Mine is a method for making decisions that helps balance your mind, heart, and gut. So it avoids a lot of the problems with “unbalanced” decision making. However, it takes a long time to get really good at it, so think of this as a long-term project. If you give this a try for now, and keep up with it, then sooner or later this method will become part of what makes you especially capable.

It works on problems big (“What should I do with my life?”) and small (“How can I solve this difficult homework problem?”). I call it the Pilot Program.

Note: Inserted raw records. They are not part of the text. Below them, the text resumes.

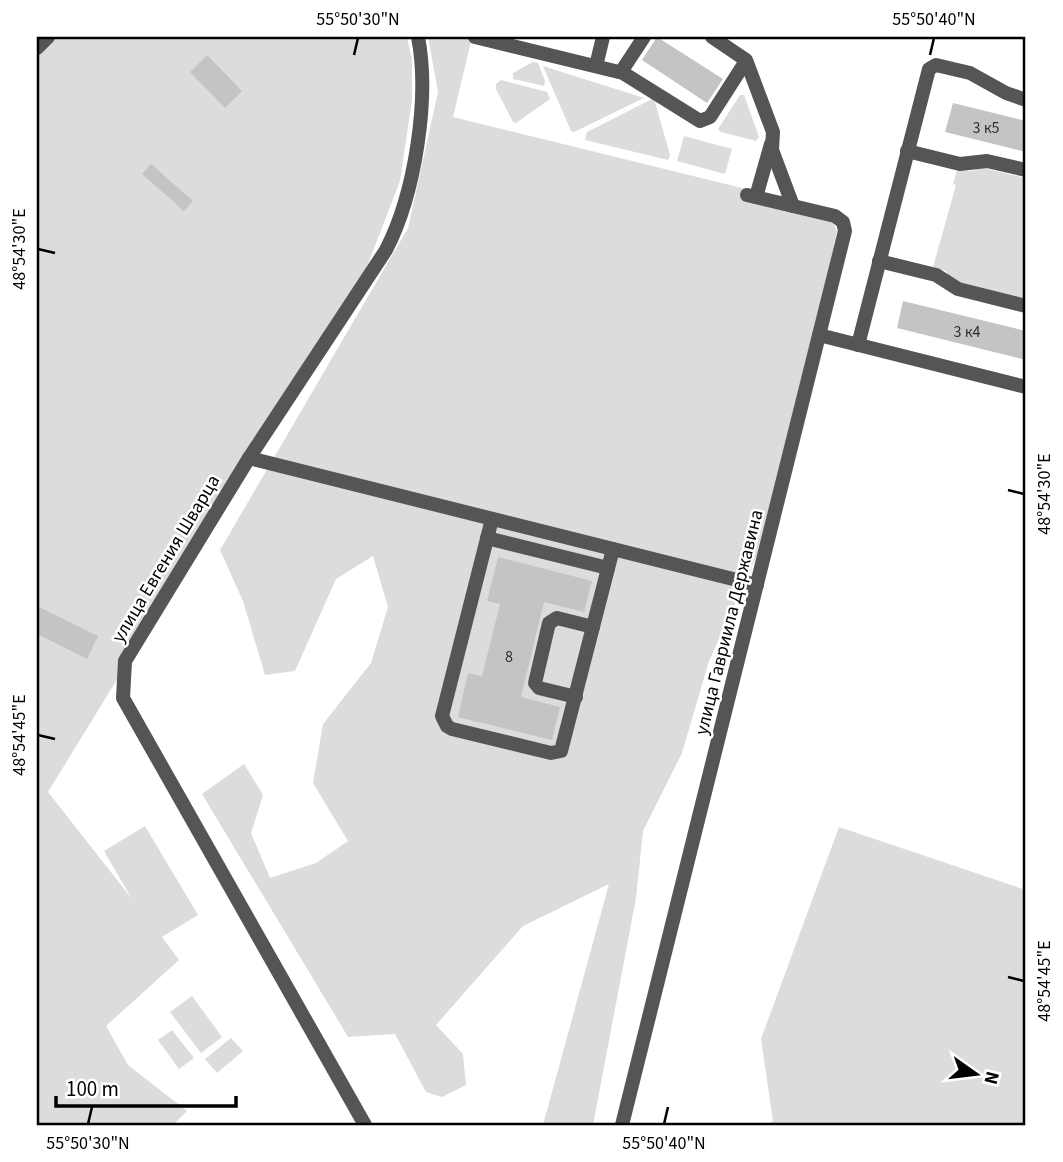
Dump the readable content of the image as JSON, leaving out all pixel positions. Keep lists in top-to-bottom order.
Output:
{
  "streets": {
    "street": ["улица Евгения Шварца", "улица Гавриила Державина"]
  },
  "house_numbers": ["3 к5", "3 к4", "8"],
  "scale_bar": "100 m",
  "north": "right",
  "coordinates": [
    "55°50'30\"N",
    "55°50'40\"N",
    "48°54'30\"E",
    "48°54'45\"E"
  ]
}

Before we get too far into it, let me acknowledge that there are many, many excellent processes out there for setting and achieving goals. There are two ways in which the Pilot Program is different from most:

  1. It uses a “ready, fire, aim” strategy. This means that you start quickly, even before you have all the details worked out, and you fine-tune everything later. This strategy helps you avoid overwhelm and perfectionism, and it helps you build momentum fast. Yet it’s also accurate over the long run, because of the fine-tuning that is built into the system.
  2. The focus of the Pilot is on constant improvement, which allows it to transcend mere goals and aim for more powerful targets: vision and values. As a result, the Pilot Program is not limited to short-term projects, but rather can be applied on a large scale—as large as you can imagine.

The five parts of the pilot program

The five parts of the Pilot Program are: a Desire, an Action List, a Journaling Plan, Course Correction, and a Finish Line.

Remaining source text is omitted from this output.